[Start of section]

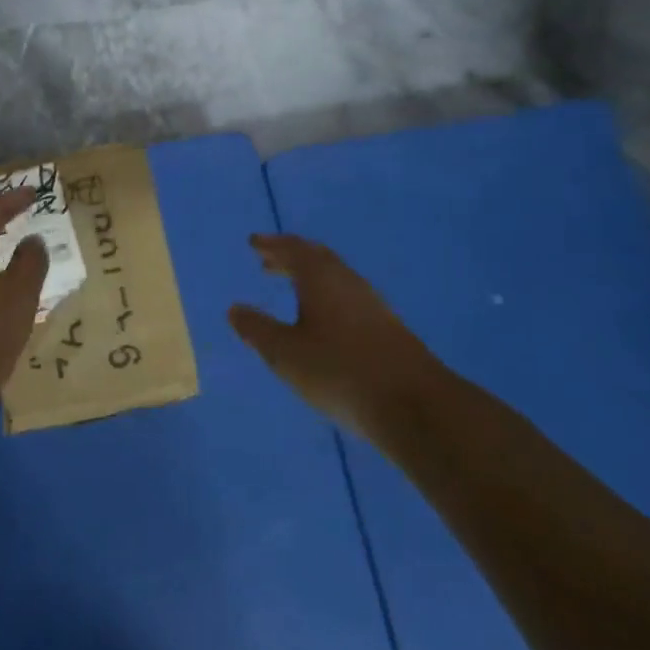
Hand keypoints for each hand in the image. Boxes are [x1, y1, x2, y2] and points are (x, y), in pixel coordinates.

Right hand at [228, 235, 446, 450]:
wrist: (415, 406)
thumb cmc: (339, 371)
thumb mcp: (285, 353)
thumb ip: (257, 329)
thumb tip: (234, 309)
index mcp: (321, 278)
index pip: (293, 249)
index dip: (271, 245)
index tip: (254, 242)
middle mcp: (348, 282)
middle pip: (317, 258)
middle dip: (291, 257)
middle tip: (268, 261)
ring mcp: (372, 305)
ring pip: (335, 277)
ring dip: (310, 276)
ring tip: (292, 286)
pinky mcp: (387, 328)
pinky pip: (348, 296)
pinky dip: (327, 295)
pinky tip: (323, 318)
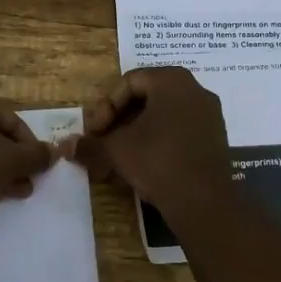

[End of section]

▸ Exercise: Set the pictures aside and restate word for word only the lines from the line containing "middle tip: (268, 261)" through the end of the entries above, both included.

▸ Task solution:
middle tip: (268, 261)
ring mcp: (372, 305)
ring pip: (335, 277)
ring dip: (310, 276)
ring tip: (292, 286)
pinky mcp: (387, 328)
pinky pip: (348, 296)
pinky dip: (327, 295)
pinky tip: (323, 318)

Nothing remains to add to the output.